An audit committee of a company refers to a group of non-executive directors that the board of directors has set up and is responsible for supervising it. This committee has a very close relationship with the structure of a company’s board of directors. Typically, the board of director will set up many distinct sub-committees with different specialisation and objectives. This includes the audit committee.
Sometimes, a company choose to establish this committee as required by the jurisdiction. It may also be one of the requirements of the laws and regulations of the country that it is operating in. Some entities may want to do so to adopt an excellent practice in good corporate governance.
Typically, the members of the audit committee come from a variety of different industries, backgrounds and experiences. Yet, it is a must for it to possess at least one member who has enough experience in the field of finance (Also see Lesson for Financial Accounting).
The Responsibilities of an Audit Committee
- Act as the coordinator when a conflict of interest occurs between the external audit firm in Johor Bahru and the firm’s finance department.
- Advise the board of directors if any issues about the audits, risks (Also see Types of Audit Risks and Their Sources) and the internal controls arise.
- Supervise the independence and quality of the external audits (Also see The Audit Objective of External and Internal Audit)
- Control the quality of the firm’s internal audit department
- Question the firm’s CFO (Also see Bookkeeper, Finance Controller or CFO- Which Do You Need The Most?) on the results of audits that the internal audit department has conducted
The Requirements to Become a Member of the Audit Committee
This committee combines independent and non-executive directors who perform their job independently without being restricted by the company’s operating activities. Being independent is the most crucial requirement for an individual to become a member of the audit committee. This indicates that the person is independent of the business’s operation and any interest which is relevant to the company. The firm must ensure the independence of its audit committee.

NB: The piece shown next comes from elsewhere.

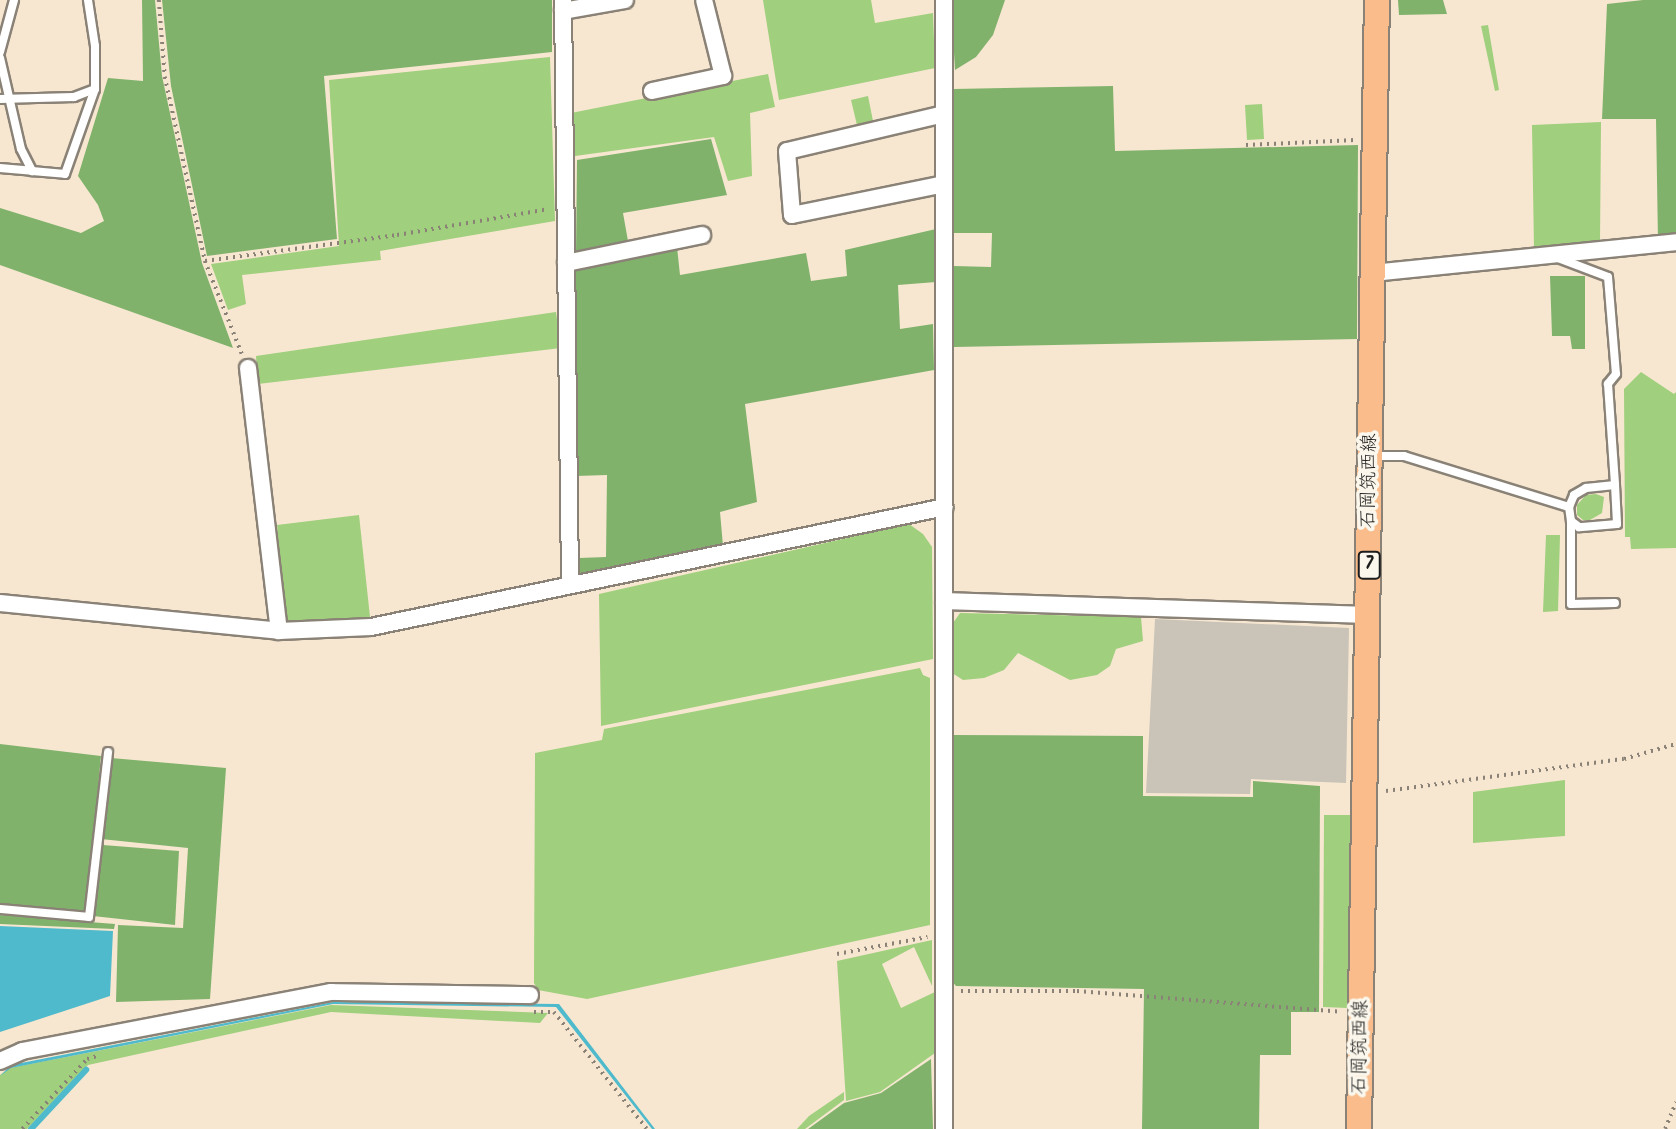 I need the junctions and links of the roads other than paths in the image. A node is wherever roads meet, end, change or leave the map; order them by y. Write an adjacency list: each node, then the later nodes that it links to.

Besides, the audit committee’s members need to work as full-time employees in the company for the past three years. Such a requirement is to make sure that the members have adequate capabilities and expertise in providing the expert teams with appropriate advice and lead them in the correct direction.
Also, the major suppliers or customers of the entity must not become a member of the audit committee as this helps in reducing the conflict of interest to the lowest possible level.